_YOUR INSTRUCTIONS_:
What's needed is an exact copy of all the data below, without pictures.

#### EXERCISE INPUT

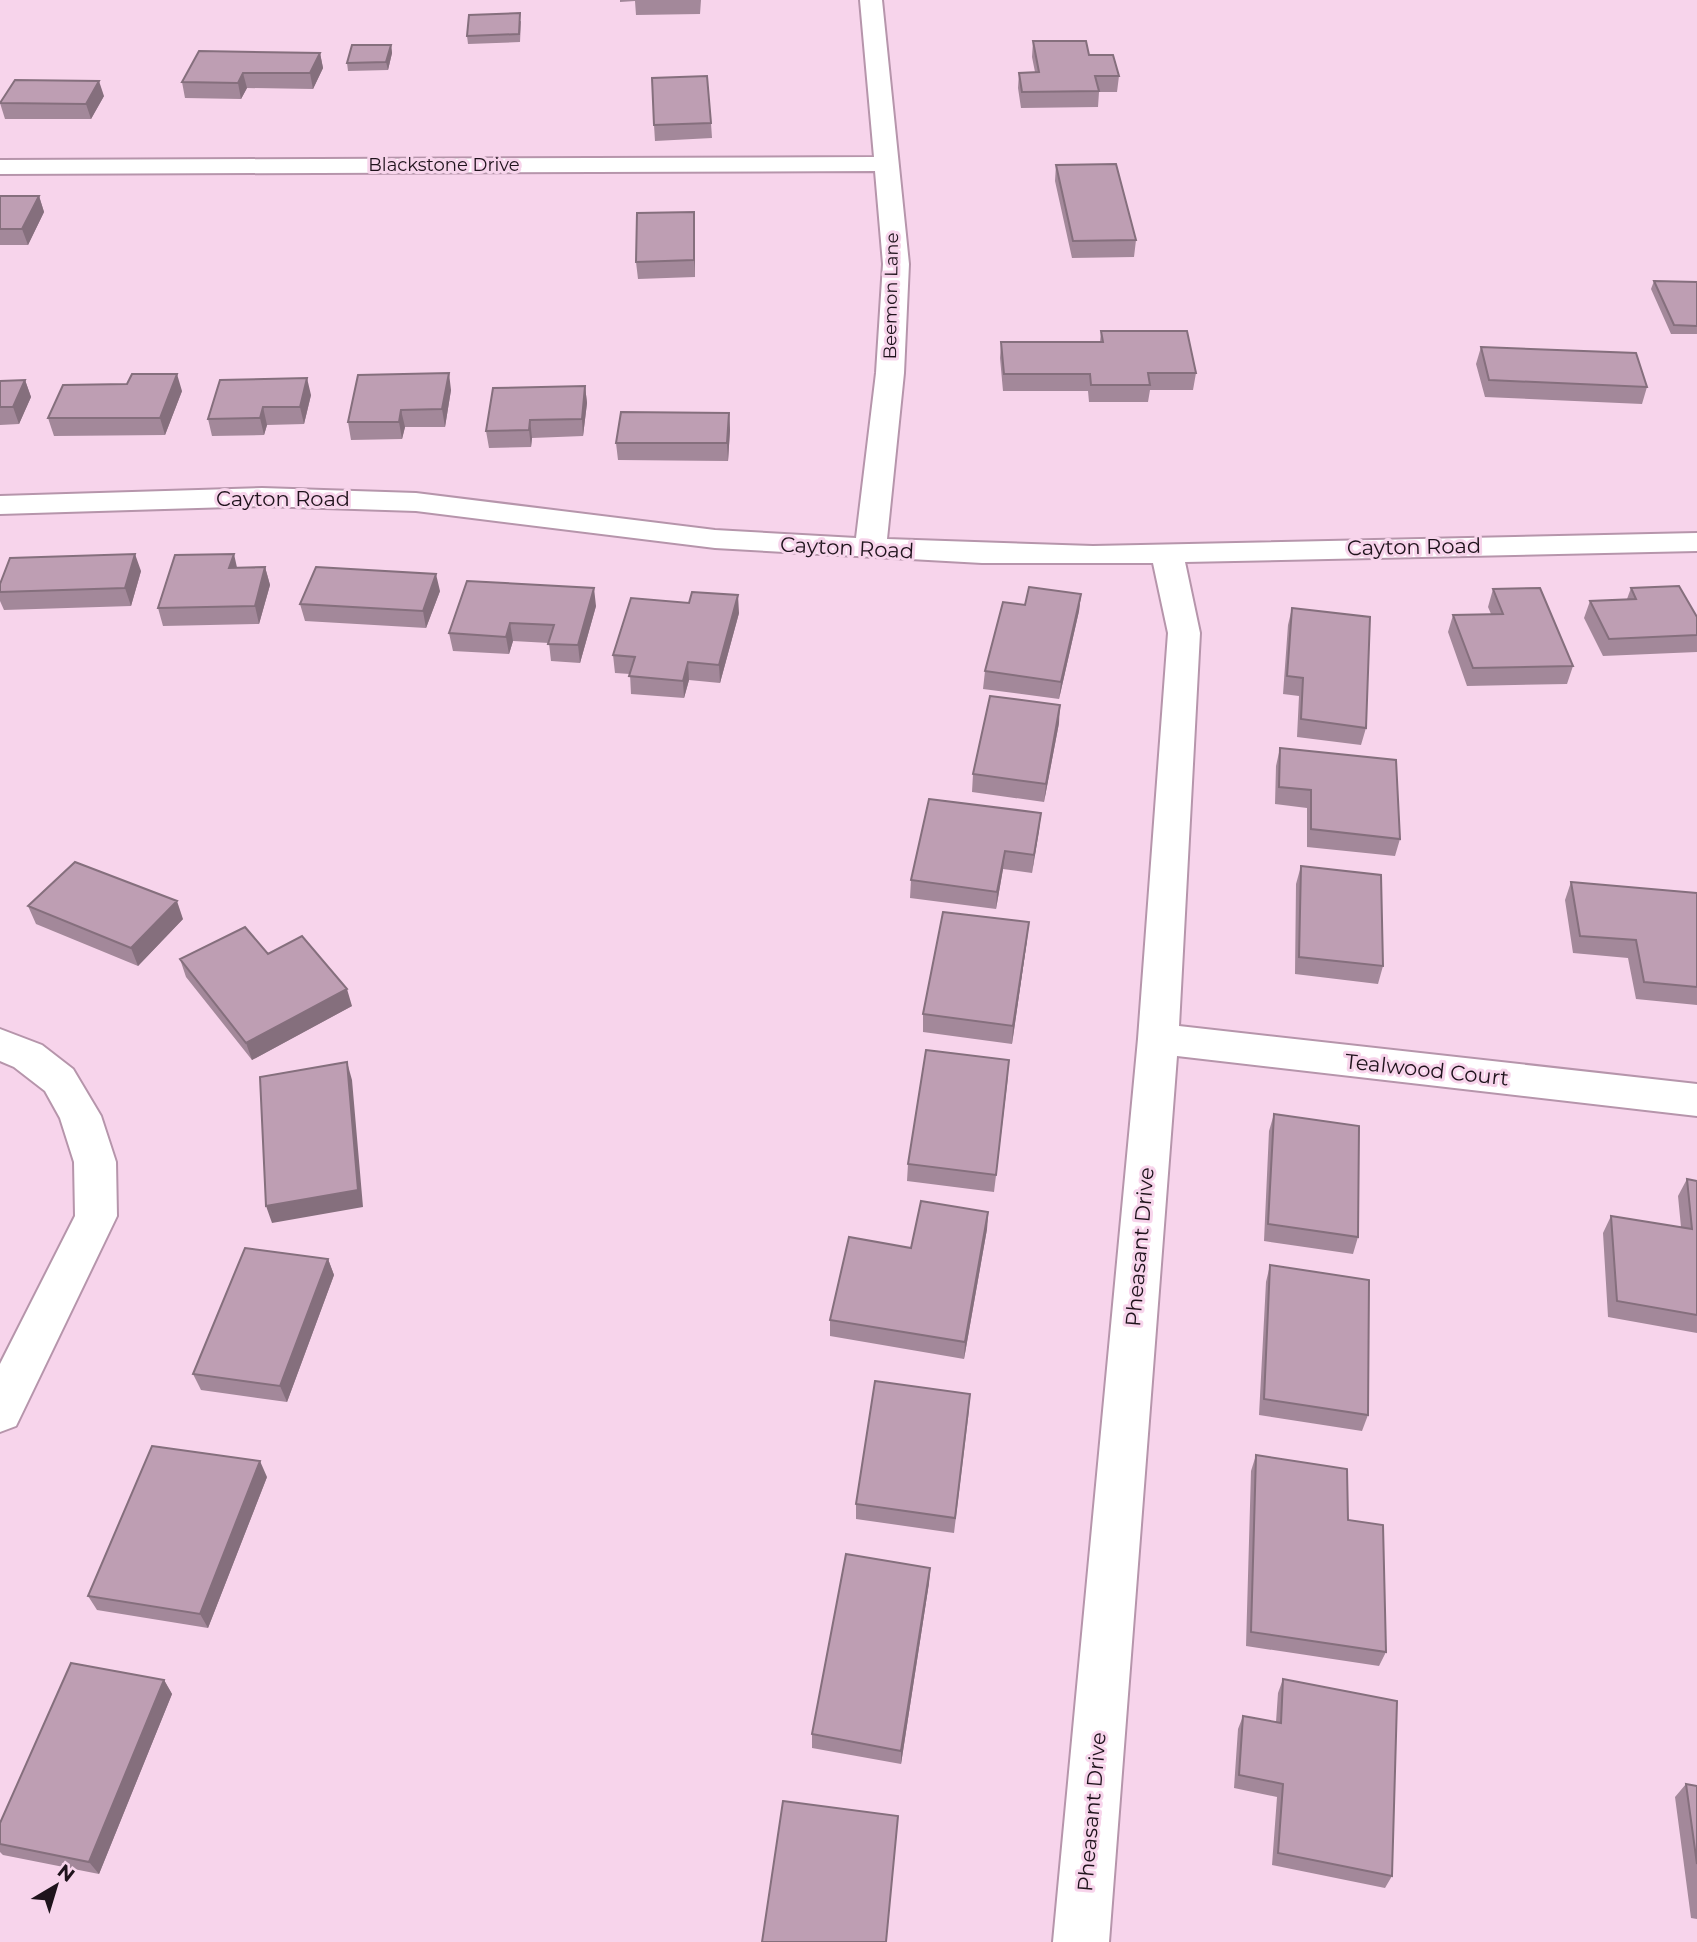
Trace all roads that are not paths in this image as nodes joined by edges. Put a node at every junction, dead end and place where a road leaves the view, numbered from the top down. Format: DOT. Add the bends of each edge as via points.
graph roads {
  1 [pos="871,0"];
  2 [pos="888,164"];
  3 [pos="0,167"];
  4 [pos="0,505"];
  5 [pos="1697,542"];
  6 [pos="870,549"];
  7 [pos="1167,553"];
  8 [pos="1158,1040"];
  9 [pos="0,1044"];
  10 [pos="1697,1100"];
  11 [pos="0,1411"];
  12 [pos="1081,1942"];
  1 -- 2 [label="street, Beemon Lane"];
  2 -- 3 [label="street, Blackstone Drive"];
  2 -- 6 [label="street, Beemon Lane" via="896,264 890,373"];
  4 -- 6 [label="street, Cayton Road" via="262,498 389,500 715,539"];
  5 -- 7 [label="street, Cayton Road"];
  6 -- 7 [label="street, Cayton Road"];
  7 -- 8 [label="street, Pheasant Drive" via="1184,633"];
  8 -- 10 [label="street, Tealwood Court"];
  8 -- 12 [label="street, Pheasant Drive"];
  9 -- 11 [label="street" via="28,1056 59,1080 80,1116 96,1162 96,1216"];
}
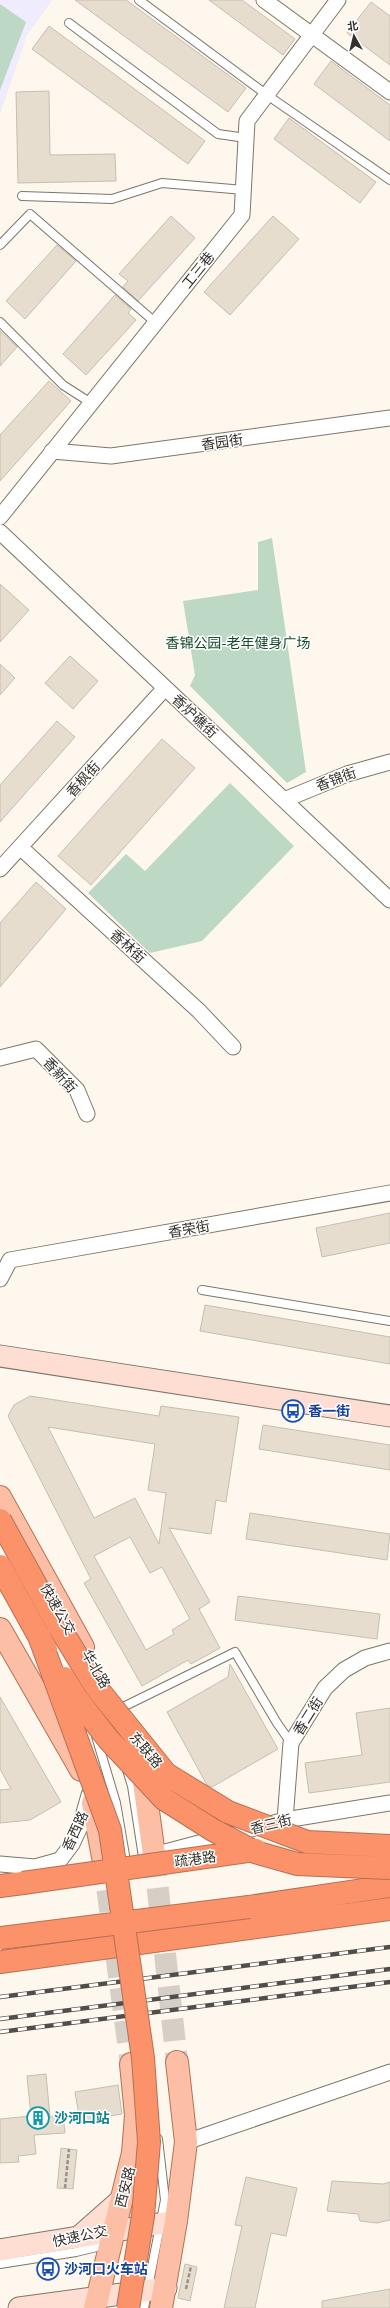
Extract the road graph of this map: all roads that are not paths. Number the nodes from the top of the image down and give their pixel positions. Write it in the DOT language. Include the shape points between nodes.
graph roads {
  1 [pos="139,0"];
  2 [pos="264,0"];
  3 [pos="338,0"];
  4 [pos="69,23"];
  5 [pos="312,35"];
  6 [pos="390,92"];
  7 [pos="267,95"];
  8 [pos="246,138"];
  9 [pos="390,180"];
  10 [pos="244,190"];
  11 [pos="22,196"];
  12 [pos="0,245"];
  13 [pos="0,322"];
  14 [pos="156,323"];
  15 [pos="91,403"];
  16 [pos="390,418"];
  17 [pos="52,451"];
  18 [pos="0,517"];
  19 [pos="0,532"];
  20 [pos="165,688"];
  21 [pos="390,762"];
  22 [pos="284,800"];
  23 [pos="20,847"];
  24 [pos="2,864"];
  25 [pos="390,900"];
  26 [pos="233,1047"];
  27 [pos="0,1058"];
  28 [pos="87,1114"];
  29 [pos="390,1193"];
  30 [pos="0,1279"];
  31 [pos="202,1290"];
  32 [pos="390,1321"];
  33 [pos="0,1342"];
  34 [pos="0,1356"];
  35 [pos="390,1401"];
  36 [pos="390,1416"];
  37 [pos="0,1497"];
  38 [pos="0,1520"];
  39 [pos="0,1533"];
  40 [pos="2,1563"];
  41 [pos="0,1629"];
  42 [pos="39,1636"];
  43 [pos="390,1651"];
  44 [pos="55,1654"];
  45 [pos="62,1667"];
  46 [pos="89,1692"];
  47 [pos="112,1715"];
  48 [pos="292,1743"];
  49 [pos="90,1788"];
  50 [pos="390,1803"];
  51 [pos="285,1820"];
  52 [pos="390,1832"];
  53 [pos="390,1846"];
  54 [pos="149,1856"];
  55 [pos="103,1857"];
  56 [pos="126,1861"];
  57 [pos="0,1864"];
  58 [pos="390,1868"];
  59 [pos="0,1886"];
  60 [pos="390,1886"];
  61 [pos="390,1909"];
  62 [pos="0,1938"];
  63 [pos="0,1962"];
  64 [pos="173,2063"];
  65 [pos="140,2065"];
  66 [pos="390,2072"];
  67 [pos="186,2142"];
  68 [pos="122,2199"];
  69 [pos="170,2215"];
  70 [pos="80,2237"];
  71 [pos="111,2238"];
  72 [pos="0,2250"];
  73 [pos="0,2264"];
  74 [pos="161,2298"];
  75 [pos="96,2303"];
  76 [pos="19,2308"];
  77 [pos="128,2308"];
  1 -- 7 [label="lane"];
  2 -- 5 [label="street"];
  3 -- 5 [label="street, 工三巷"];
  4 -- 8 [label="lane" via="218,134"];
  5 -- 6 [label="street"];
  5 -- 7 [label="street, 工三巷"];
  7 -- 8 [label="street, 工三巷" via="247,122"];
  7 -- 9 [label="lane"];
  8 -- 10 [label="street, 工三巷"];
  10 -- 11 [label="lane" via="162,183 112,199"];
  10 -- 14 [label="street, 工三巷" via="242,215"];
  12 -- 14 [label="lane" via="30,214"];
  13 -- 15 [label="lane" via="63,385"];
  14 -- 15 [label="street, 工三巷"];
  15 -- 17 [label="street, 工三巷"];
  16 -- 17 [label="street, 香园街" via="111,456"];
  17 -- 18 [label="street, 工三巷"];
  19 -- 20 [label="street, 香炉礁街"];
  20 -- 22 [label="street, 香炉礁街"];
  20 -- 23 [label="street, 香枫街"];
  21 -- 22 [label="street, 香锦街" via="347,774"];
  22 -- 25 [label="street, 香炉礁街"];
  23 -- 24 [label="street, 香枫街"];
  23 -- 26 [label="street, 香林街" via="198,1011"];
  27 -- 28 [label="street, 香新街" via="36,1049 76,1090"];
  29 -- 30 [label="street, 香荣街" via="10,1260"];
  31 -- 32 [label="lane"];
  33 -- 35 [label="street"];
  34 -- 36 [label="street"];
  37 -- 47 [label="main road, 华北路"];
  38 -- 53 [label="highway, 东联路, bridge" via="58,1625 96,1686 166,1774 228,1812 307,1842"];
  39 -- 46 [label="lane, 快速公交"];
  40 -- 42 [label="highway, 东联路, bridge"];
  40 -- 44 [label="lane, 快速公交"];
  41 -- 49 [label="main road" via="76,1759"];
  42 -- 58 [label="highway, 东联路, bridge" via="77,1699 108,1739 164,1799 213,1830 255,1852 297,1864"];
  42 -- 77 [label="highway, bridge" via="110,1830 143,2058 149,2142 143,2216"];
  43 -- 48 [label="street, 香二街" via="365,1658 344,1670 325,1688"];
  45 -- 56 [label="lane" via="95,1734 108,1770"];
  47 -- 48 [label="lane" via="235,1652 277,1723"];
  47 -- 54 [label="main road, 华北路" via="142,1766"];
  48 -- 51 [label="street, 香二街"];
  49 -- 55 [label="main road"];
  49 -- 57 [label="street, 香西路" via="80,1827 60,1860 35,1867"];
  50 -- 51 [label="street, 香三街"];
  51 -- 54 [label="street, 香三街"];
  52 -- 59 [label="highway, 疏港路, bridge"];
  60 -- 62 [label="highway, bridge"];
  61 -- 63 [label="highway"];
  64 -- 67 [label="main road"];
  64 -- 69 [label="lane" via="180,2165"];
  65 -- 68 [label="main road, 西安路" via="130,2171"];
  65 -- 69 [label="lane"];
  66 -- 67 [label="street"];
  67 -- 69 [label="main road"];
  68 -- 70 [label="street"];
  68 -- 71 [label="main road, 西安路"];
  69 -- 71 [label="street"];
  69 -- 74 [label="main road"];
  70 -- 71 [label="street"];
  70 -- 72 [label="street"];
  71 -- 73 [label="lane, 快速公交" via="76,2252"];
  71 -- 75 [label="main road, 西安路"];
  74 -- 75 [label="street"];
  75 -- 76 [label="street"];
}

########

_ANSWER TO THE EXERCISE_:
Trace all roads that are not paths in this image as nodes joined by edges. Put a node at every junction, dead end and place where a road leaves the view, numbered from the top down. Format: DOT. Add the bends of each edge as via points.
graph roads {
  1 [pos="871,0"];
  2 [pos="888,164"];
  3 [pos="0,167"];
  4 [pos="0,505"];
  5 [pos="1697,542"];
  6 [pos="870,549"];
  7 [pos="1167,553"];
  8 [pos="1158,1040"];
  9 [pos="0,1044"];
  10 [pos="1697,1100"];
  11 [pos="0,1411"];
  12 [pos="1081,1942"];
  1 -- 2 [label="street, Beemon Lane"];
  2 -- 3 [label="street, Blackstone Drive"];
  2 -- 6 [label="street, Beemon Lane" via="896,264 890,373"];
  4 -- 6 [label="street, Cayton Road" via="262,498 389,500 715,539"];
  5 -- 7 [label="street, Cayton Road"];
  6 -- 7 [label="street, Cayton Road"];
  7 -- 8 [label="street, Pheasant Drive" via="1184,633"];
  8 -- 10 [label="street, Tealwood Court"];
  8 -- 12 [label="street, Pheasant Drive"];
  9 -- 11 [label="street" via="28,1056 59,1080 80,1116 96,1162 96,1216"];
}
Extract the road graph of this map: all roads that are not paths. Number the nodes from the top of the image down and give their pixel positions. Write it in the DOT language. Include the shape points between nodes.
graph roads {
  1 [pos="139,0"];
  2 [pos="264,0"];
  3 [pos="338,0"];
  4 [pos="69,23"];
  5 [pos="312,35"];
  6 [pos="390,92"];
  7 [pos="267,95"];
  8 [pos="246,138"];
  9 [pos="390,180"];
  10 [pos="244,190"];
  11 [pos="22,196"];
  12 [pos="0,245"];
  13 [pos="0,322"];
  14 [pos="156,323"];
  15 [pos="91,403"];
  16 [pos="390,418"];
  17 [pos="52,451"];
  18 [pos="0,517"];
  19 [pos="0,532"];
  20 [pos="165,688"];
  21 [pos="390,762"];
  22 [pos="284,800"];
  23 [pos="20,847"];
  24 [pos="2,864"];
  25 [pos="390,900"];
  26 [pos="233,1047"];
  27 [pos="0,1058"];
  28 [pos="87,1114"];
  29 [pos="390,1193"];
  30 [pos="0,1279"];
  31 [pos="202,1290"];
  32 [pos="390,1321"];
  33 [pos="0,1342"];
  34 [pos="0,1356"];
  35 [pos="390,1401"];
  36 [pos="390,1416"];
  37 [pos="0,1497"];
  38 [pos="0,1520"];
  39 [pos="0,1533"];
  40 [pos="2,1563"];
  41 [pos="0,1629"];
  42 [pos="39,1636"];
  43 [pos="390,1651"];
  44 [pos="55,1654"];
  45 [pos="62,1667"];
  46 [pos="89,1692"];
  47 [pos="112,1715"];
  48 [pos="292,1743"];
  49 [pos="90,1788"];
  50 [pos="390,1803"];
  51 [pos="285,1820"];
  52 [pos="390,1832"];
  53 [pos="390,1846"];
  54 [pos="149,1856"];
  55 [pos="103,1857"];
  56 [pos="126,1861"];
  57 [pos="0,1864"];
  58 [pos="390,1868"];
  59 [pos="0,1886"];
  60 [pos="390,1886"];
  61 [pos="390,1909"];
  62 [pos="0,1938"];
  63 [pos="0,1962"];
  64 [pos="173,2063"];
  65 [pos="140,2065"];
  66 [pos="390,2072"];
  67 [pos="186,2142"];
  68 [pos="122,2199"];
  69 [pos="170,2215"];
  70 [pos="80,2237"];
  71 [pos="111,2238"];
  72 [pos="0,2250"];
  73 [pos="0,2264"];
  74 [pos="161,2298"];
  75 [pos="96,2303"];
  76 [pos="19,2308"];
  77 [pos="128,2308"];
  1 -- 7 [label="lane"];
  2 -- 5 [label="street"];
  3 -- 5 [label="street, 工三巷"];
  4 -- 8 [label="lane" via="218,134"];
  5 -- 6 [label="street"];
  5 -- 7 [label="street, 工三巷"];
  7 -- 8 [label="street, 工三巷" via="247,122"];
  7 -- 9 [label="lane"];
  8 -- 10 [label="street, 工三巷"];
  10 -- 11 [label="lane" via="162,183 112,199"];
  10 -- 14 [label="street, 工三巷" via="242,215"];
  12 -- 14 [label="lane" via="30,214"];
  13 -- 15 [label="lane" via="63,385"];
  14 -- 15 [label="street, 工三巷"];
  15 -- 17 [label="street, 工三巷"];
  16 -- 17 [label="street, 香园街" via="111,456"];
  17 -- 18 [label="street, 工三巷"];
  19 -- 20 [label="street, 香炉礁街"];
  20 -- 22 [label="street, 香炉礁街"];
  20 -- 23 [label="street, 香枫街"];
  21 -- 22 [label="street, 香锦街" via="347,774"];
  22 -- 25 [label="street, 香炉礁街"];
  23 -- 24 [label="street, 香枫街"];
  23 -- 26 [label="street, 香林街" via="198,1011"];
  27 -- 28 [label="street, 香新街" via="36,1049 76,1090"];
  29 -- 30 [label="street, 香荣街" via="10,1260"];
  31 -- 32 [label="lane"];
  33 -- 35 [label="street"];
  34 -- 36 [label="street"];
  37 -- 47 [label="main road, 华北路"];
  38 -- 53 [label="highway, 东联路, bridge" via="58,1625 96,1686 166,1774 228,1812 307,1842"];
  39 -- 46 [label="lane, 快速公交"];
  40 -- 42 [label="highway, 东联路, bridge"];
  40 -- 44 [label="lane, 快速公交"];
  41 -- 49 [label="main road" via="76,1759"];
  42 -- 58 [label="highway, 东联路, bridge" via="77,1699 108,1739 164,1799 213,1830 255,1852 297,1864"];
  42 -- 77 [label="highway, bridge" via="110,1830 143,2058 149,2142 143,2216"];
  43 -- 48 [label="street, 香二街" via="365,1658 344,1670 325,1688"];
  45 -- 56 [label="lane" via="95,1734 108,1770"];
  47 -- 48 [label="lane" via="235,1652 277,1723"];
  47 -- 54 [label="main road, 华北路" via="142,1766"];
  48 -- 51 [label="street, 香二街"];
  49 -- 55 [label="main road"];
  49 -- 57 [label="street, 香西路" via="80,1827 60,1860 35,1867"];
  50 -- 51 [label="street, 香三街"];
  51 -- 54 [label="street, 香三街"];
  52 -- 59 [label="highway, 疏港路, bridge"];
  60 -- 62 [label="highway, bridge"];
  61 -- 63 [label="highway"];
  64 -- 67 [label="main road"];
  64 -- 69 [label="lane" via="180,2165"];
  65 -- 68 [label="main road, 西安路" via="130,2171"];
  65 -- 69 [label="lane"];
  66 -- 67 [label="street"];
  67 -- 69 [label="main road"];
  68 -- 70 [label="street"];
  68 -- 71 [label="main road, 西安路"];
  69 -- 71 [label="street"];
  69 -- 74 [label="main road"];
  70 -- 71 [label="street"];
  70 -- 72 [label="street"];
  71 -- 73 [label="lane, 快速公交" via="76,2252"];
  71 -- 75 [label="main road, 西安路"];
  74 -- 75 [label="street"];
  75 -- 76 [label="street"];
}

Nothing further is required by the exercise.